Jesus: gentle and lowly in heart
In Matthew, Jesus says, “I am gentle and lowly in heart.”[9] Jesus, whom we learn in Philippians 2, left heaven, and humble himself to come to us.[10] He does so to make himself accessible to everyone.
We don’t (and can’t) do anything to make ourselves more open to Jesus other than opening our own hearts to him. We bring our burdens to Jesus; he invites us to do this in. Think of it this way. Our burdens qualify us to come to Jesus.[11] The verse in Matthew before the one I just quoted reads, “Come to me, all you who are weary and carrying heavy burdens and I will give you rest.”[12]
The heart of Jesus
The heart of Jesus invites all to come to him. As a disciple of Jesus, we are also to be open and welcoming to everyone, including the “least of these.” Jesus displays humility through the practice of hospitality. Often, we are eager to show hospitality to those equal or even above us in status, but if we want to be Christ-like, we must be willing to show hospitality even to those, like a child in the ancient world, who have no status.[13]
Need for cooperation
Luke follows up Jesus’ teaching on humility with another story that illustrates the need for cooperation and not competition. John, who was a part of Jesus’ inner core, one of the three who witnessed the Transfiguration, tells his Master about how he and some of the other disciples helped protect Jesus’ reputation by rebuking someone who wasn’t a part of their team, but who cast out demons using Jesus’ name.

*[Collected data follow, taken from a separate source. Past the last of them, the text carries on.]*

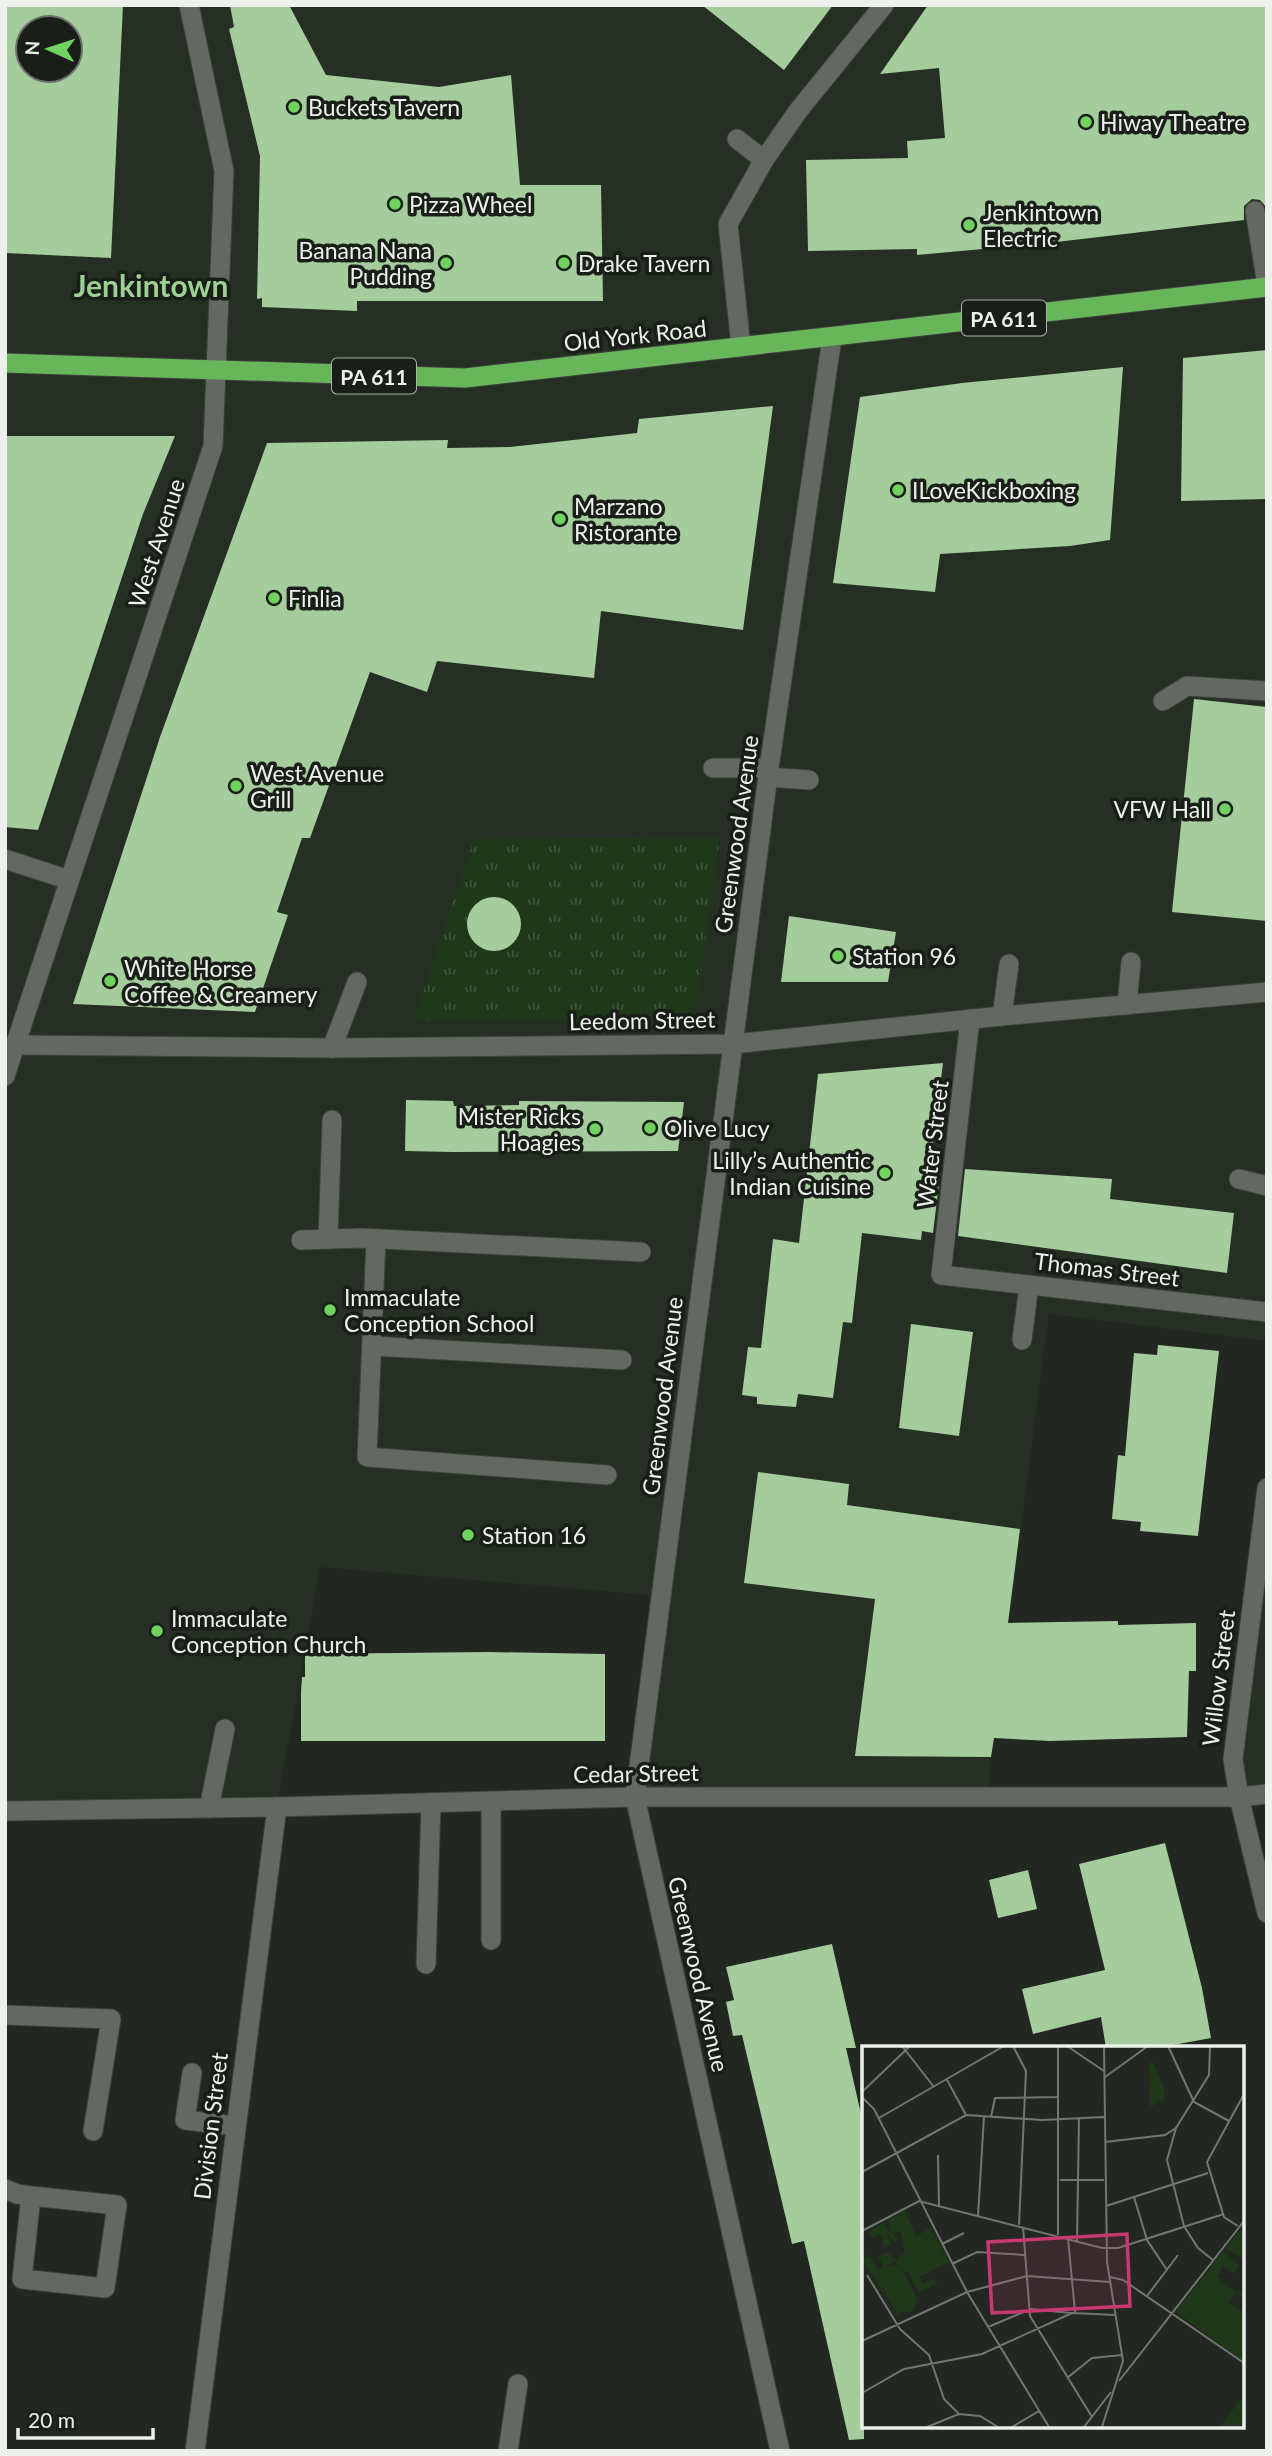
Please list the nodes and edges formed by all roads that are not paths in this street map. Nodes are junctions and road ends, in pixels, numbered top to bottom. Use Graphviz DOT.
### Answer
graph roads {
  1 [pos="189,5"];
  2 [pos="884,5"];
  3 [pos="737,139"];
  4 [pos="764,160"];
  5 [pos="1255,211"];
  6 [pos="1267,286"];
  7 [pos="832,338"];
  8 [pos="741,347"];
  9 [pos="5,363"];
  10 [pos="216,371"];
  11 [pos="1267,691"];
  12 [pos="1163,701"];
  13 [pos="713,768"];
  14 [pos="768,772"];
  15 [pos="809,780"];
  16 [pos="5,859"];
  17 [pos="69,880"];
  18 [pos="1131,962"];
  19 [pos="1009,964"];
  20 [pos="357,982"];
  21 [pos="1267,992"];
  22 [pos="1127,1005"];
  23 [pos="1002,1016"];
  24 [pos="971,1019"];
  25 [pos="733,1044"];
  26 [pos="16,1045"];
  27 [pos="332,1048"];
  28 [pos="5,1076"];
  29 [pos="332,1120"];
  30 [pos="1239,1179"];
  31 [pos="1267,1186"];
  32 [pos="328,1239"];
  33 [pos="376,1239"];
  34 [pos="301,1240"];
  35 [pos="642,1252"];
  36 [pos="941,1275"];
  37 [pos="1029,1285"];
  38 [pos="1267,1312"];
  39 [pos="1022,1340"];
  40 [pos="372,1346"];
  41 [pos="622,1360"];
  42 [pos="607,1475"];
  43 [pos="1267,1488"];
  44 [pos="225,1728"];
  45 [pos="1267,1794"];
  46 [pos="635,1797"];
  47 [pos="1239,1797"];
  48 [pos="491,1801"];
  49 [pos="431,1803"];
  50 [pos="277,1807"];
  51 [pos="209,1808"];
  52 [pos="5,1811"];
  53 [pos="1267,1913"];
  54 [pos="491,1940"];
  55 [pos="426,1964"];
  56 [pos="5,2015"];
  57 [pos="192,2073"];
  58 [pos="235,2126"];
  59 [pos="93,2131"];
  60 [pos="5,2189"];
  61 [pos="31,2196"];
  62 [pos="518,2384"];
  63 [pos="195,2451"];
  64 [pos="508,2451"];
  65 [pos="780,2451"];
  1 -- 10 [label="street, West Avenue"];
  2 -- 4 [label="street"];
  3 -- 4 [label="street"];
  4 -- 8 [label="street"];
  5 -- 6 [label="street"];
  6 -- 7 [label="highway, Old York Road / PA 611"];
  7 -- 8 [label="highway, Old York Road / PA 611"];
  7 -- 14 [label="street, Greenwood Avenue"];
  8 -- 10 [label="highway, Old York Road / PA 611"];
  9 -- 10 [label="highway, Old York Road / PA 611"];
  10 -- 17 [label="street, West Avenue"];
  11 -- 12 [label="street"];
  13 -- 14 [label="street"];
  14 -- 15 [label="street"];
  14 -- 25 [label="street, Greenwood Avenue"];
  16 -- 17 [label="street"];
  17 -- 26 [label="street, West Avenue"];
  18 -- 22 [label="street"];
  19 -- 23 [label="street"];
  20 -- 27 [label="street"];
  21 -- 22 [label="street, Leedom Street"];
  22 -- 23 [label="street, Leedom Street"];
  23 -- 24 [label="street, Leedom Street"];
  24 -- 25 [label="street, Leedom Street"];
  24 -- 36 [label="street, Water Street"];
  25 -- 27 [label="street, Leedom Street"];
  25 -- 46 [label="street, Greenwood Avenue"];
  26 -- 27 [label="street, Leedom Street"];
  26 -- 28 [label="street, West Avenue"];
  29 -- 32 [label="street"];
  30 -- 31 [label="street"];
  32 -- 33 [label="street"];
  32 -- 34 [label="street"];
  33 -- 35 [label="street"];
  33 -- 40 [label="street"];
  36 -- 37 [label="street, Thomas Street"];
  37 -- 38 [label="street, Thomas Street"];
  37 -- 39 [label="street"];
  40 -- 41 [label="street"];
  40 -- 42 [label="street"];
  43 -- 47 [label="street, Willow Street"];
  44 -- 51 [label="street"];
  45 -- 47 [label="street, Cedar Street"];
  46 -- 47 [label="street, Cedar Street"];
  46 -- 48 [label="street, Cedar Street"];
  46 -- 65 [label="street, Greenwood Avenue"];
  47 -- 53 [label="street, Willow Street"];
  48 -- 49 [label="street, Cedar Street"];
  48 -- 54 [label="street"];
  49 -- 50 [label="street, Cedar Street"];
  49 -- 55 [label="street"];
  50 -- 51 [label="street, Cedar Street"];
  50 -- 58 [label="street, Division Street"];
  51 -- 52 [label="street, Cedar Street"];
  56 -- 59 [label="street"];
  57 -- 58 [label="street"];
  58 -- 63 [label="street, Division Street"];
  60 -- 61 [label="street"];
  61 -- 61 [label="street"];
  62 -- 64 [label="street"];
}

I’m sure John thought Jesus would praise him for his diligence. “Way to go, John. Keep up the good work.” But that’s not what happens. It appears John thinks his position as a disciple comes with entitlements and privileges. He’s still having dreams of greatness. John must have forgotten what Jesus has said about service.[14]
Conclusion
Jesus warns us against pride, exclusion, and competition. Instead, he wants us to be humble and to cooperate with others to help build a better society and to promote the kingdom, a kingdom in which all people are valued. Think about Jesus’ teaching here. What one thing can you do this week to humbly show God’s grace that would not bring attention to yourself, but to our Savior? It doesn’t have to be big. It just needs to be done privately, not for your glory but out of a desire to become more like Jesus. May we all have such a desire. Amen.
[3] Fred B. Craddock, Luke: Interpretation, a Bible-Commentary for Teaching and Preaching (Louisville, KY: John Knox Press, 1990), 137.
[4] Jesus uses this term in the parable of the judgment of the nations. See Matthew 25:40.
[5] James R. Edwards, The Gospel According to Luke (Grand Rapids: Eerdmans, 2015), 290-291.
[6] Norval Geldenhuys, The Gospel of Luke (Grand Rapids, Eerdmans, 1983 reprint), 287.
[7] In Matthew’s gospel, Jesus does say that the disciples must become like a child, although Jesus encourages the disciples to welcome those like the child in both passages as well as in Mark’s gospel. See Matthew 18:1-5 and Mark 9:33-37.